[WHAT IS NEEDED]
Among the records below, find the line that has "middle pip: (448, 103)"; from there, give the lines again exactly, and stop after the line that has "index dip: (260, 187)".

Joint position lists
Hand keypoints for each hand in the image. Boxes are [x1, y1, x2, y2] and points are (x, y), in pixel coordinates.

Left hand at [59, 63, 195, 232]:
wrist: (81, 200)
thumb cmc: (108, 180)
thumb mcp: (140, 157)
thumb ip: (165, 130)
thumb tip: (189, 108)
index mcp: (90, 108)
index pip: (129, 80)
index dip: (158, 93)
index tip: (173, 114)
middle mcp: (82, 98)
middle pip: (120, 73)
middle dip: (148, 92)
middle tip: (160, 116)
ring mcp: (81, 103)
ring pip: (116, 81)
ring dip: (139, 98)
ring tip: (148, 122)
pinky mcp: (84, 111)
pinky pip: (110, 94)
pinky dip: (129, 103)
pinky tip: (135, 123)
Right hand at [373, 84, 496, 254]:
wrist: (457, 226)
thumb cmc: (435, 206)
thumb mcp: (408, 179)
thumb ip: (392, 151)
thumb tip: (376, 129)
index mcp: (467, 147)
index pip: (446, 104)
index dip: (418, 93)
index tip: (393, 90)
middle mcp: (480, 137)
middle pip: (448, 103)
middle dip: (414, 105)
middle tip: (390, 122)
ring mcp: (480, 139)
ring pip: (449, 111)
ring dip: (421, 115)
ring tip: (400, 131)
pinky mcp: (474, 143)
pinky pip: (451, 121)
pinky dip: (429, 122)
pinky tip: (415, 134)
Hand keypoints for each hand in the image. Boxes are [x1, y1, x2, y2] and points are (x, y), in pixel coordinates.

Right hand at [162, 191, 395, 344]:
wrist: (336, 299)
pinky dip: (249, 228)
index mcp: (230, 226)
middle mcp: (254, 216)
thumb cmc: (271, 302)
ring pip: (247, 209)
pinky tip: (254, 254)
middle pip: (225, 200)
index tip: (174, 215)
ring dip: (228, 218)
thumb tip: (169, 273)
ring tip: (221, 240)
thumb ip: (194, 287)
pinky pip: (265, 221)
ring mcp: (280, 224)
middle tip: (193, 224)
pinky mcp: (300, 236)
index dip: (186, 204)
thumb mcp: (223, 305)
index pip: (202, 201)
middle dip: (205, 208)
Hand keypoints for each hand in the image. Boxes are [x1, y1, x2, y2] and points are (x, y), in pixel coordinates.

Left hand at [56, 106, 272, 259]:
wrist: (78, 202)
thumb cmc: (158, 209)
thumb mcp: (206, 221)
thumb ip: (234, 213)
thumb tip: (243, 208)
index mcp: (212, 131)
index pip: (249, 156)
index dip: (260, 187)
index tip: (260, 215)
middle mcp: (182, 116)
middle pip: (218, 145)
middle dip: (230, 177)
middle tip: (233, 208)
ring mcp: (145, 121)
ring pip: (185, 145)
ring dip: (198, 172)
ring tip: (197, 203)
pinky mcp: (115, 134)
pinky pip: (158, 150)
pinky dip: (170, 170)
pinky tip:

---

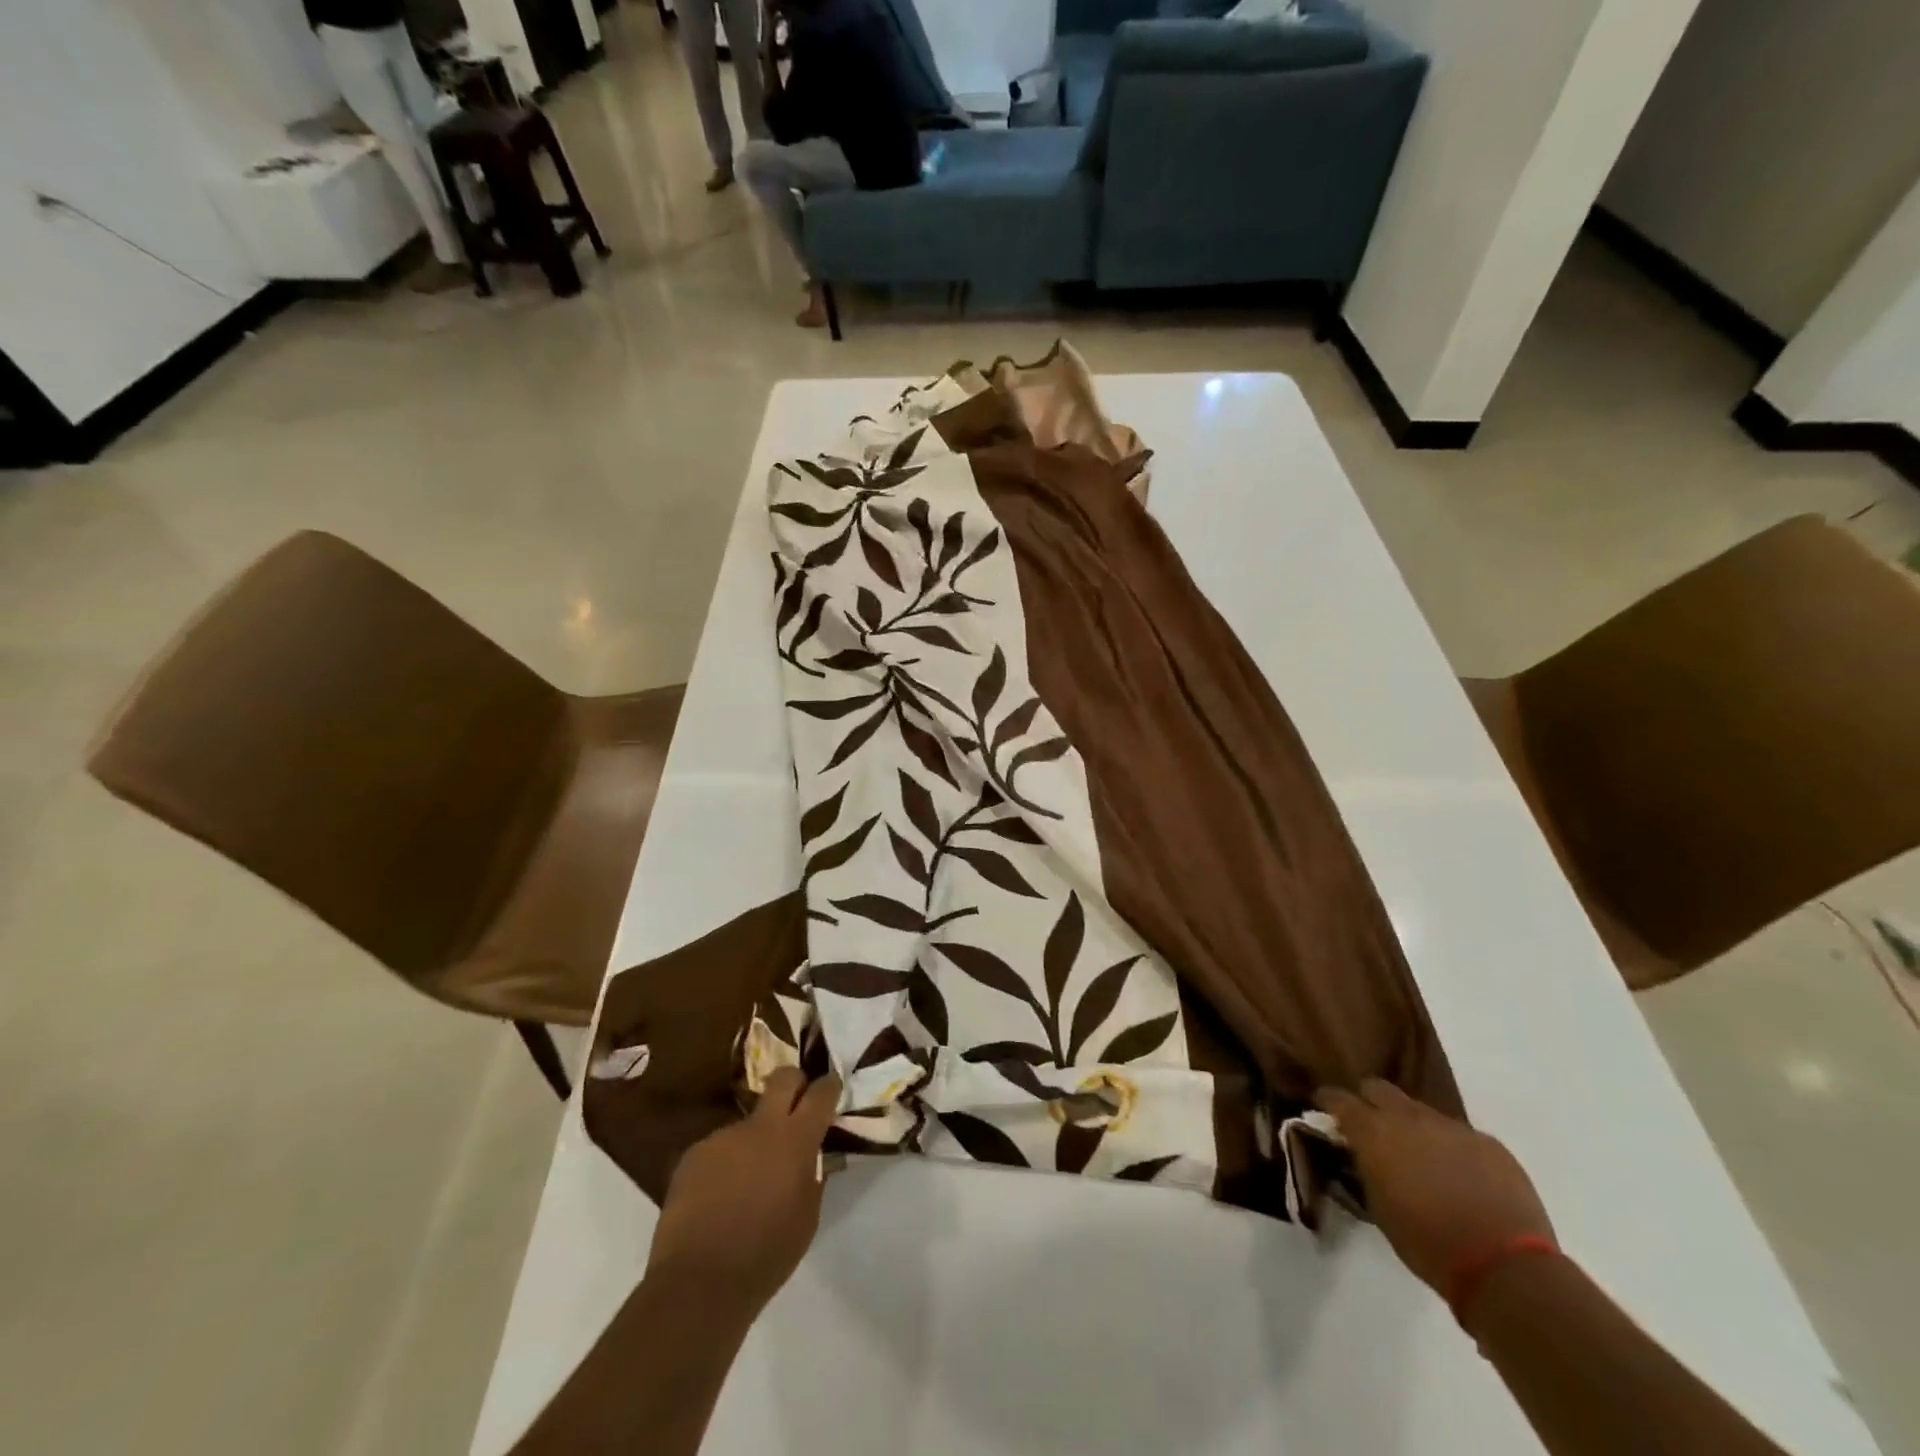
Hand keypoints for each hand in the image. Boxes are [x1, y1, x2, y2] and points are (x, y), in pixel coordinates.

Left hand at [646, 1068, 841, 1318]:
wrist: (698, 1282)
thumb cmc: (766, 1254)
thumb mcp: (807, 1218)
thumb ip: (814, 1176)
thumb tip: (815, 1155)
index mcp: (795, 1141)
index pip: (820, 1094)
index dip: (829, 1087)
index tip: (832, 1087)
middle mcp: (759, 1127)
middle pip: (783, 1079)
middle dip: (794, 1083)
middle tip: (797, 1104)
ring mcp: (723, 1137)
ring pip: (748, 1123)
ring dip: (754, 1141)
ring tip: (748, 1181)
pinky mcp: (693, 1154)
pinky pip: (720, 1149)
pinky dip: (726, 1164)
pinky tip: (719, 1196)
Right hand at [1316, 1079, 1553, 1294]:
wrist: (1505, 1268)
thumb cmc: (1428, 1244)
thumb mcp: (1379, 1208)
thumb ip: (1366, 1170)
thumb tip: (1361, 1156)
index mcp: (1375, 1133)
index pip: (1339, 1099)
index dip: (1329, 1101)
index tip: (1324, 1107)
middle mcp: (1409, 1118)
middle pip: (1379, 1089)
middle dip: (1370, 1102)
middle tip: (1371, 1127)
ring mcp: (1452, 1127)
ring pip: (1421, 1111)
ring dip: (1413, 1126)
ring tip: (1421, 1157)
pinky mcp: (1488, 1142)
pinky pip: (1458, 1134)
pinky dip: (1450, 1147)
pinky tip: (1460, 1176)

[EXERCISE SOLUTION]
middle pip: (448, 103)
middle dip: (414, 105)
middle tip: (390, 122)
ring mcp: (480, 139)
ring pip: (449, 111)
ring dip: (421, 115)
ring tip: (400, 131)
pinky mcp: (474, 143)
pinky pip: (451, 121)
pinky dip: (429, 122)
pinky tip: (415, 134)
Hand keypoints for each hand in the image. Boxes are [x1, y1, x2, y2] and points are (x, y), in pixel coordinates.

Right hand at [162, 191, 395, 344]:
wrist: (336, 299)
pinky dip: (249, 228)
index mcp: (230, 226)
middle mcp: (254, 216)
thumb cmc: (271, 302)
ring pip: (247, 209)
pinky tip: (254, 254)
middle pip: (225, 200)
index tip: (174, 215)
ring dip: (228, 218)
thumb tip: (169, 273)
ring tip: (221, 240)
thumb ip: (194, 287)
pinky pip: (265, 221)
ring mcp: (280, 224)
middle tip: (193, 224)
pinky mcp: (300, 236)
index dip: (186, 204)
thumb mcp: (223, 305)
index pip: (202, 201)
middle dip: (205, 208)
Hand keypoints for each hand in the image. Boxes are [x1, y1, x2, y2] and points are (x, y), in pixel coordinates.

Left hand at [56, 106, 272, 259]:
wrist: (78, 202)
thumb cmc: (158, 209)
thumb mcp: (206, 221)
thumb ip: (234, 213)
thumb tip: (243, 208)
index mcp: (212, 131)
index pip: (249, 156)
index dip: (260, 187)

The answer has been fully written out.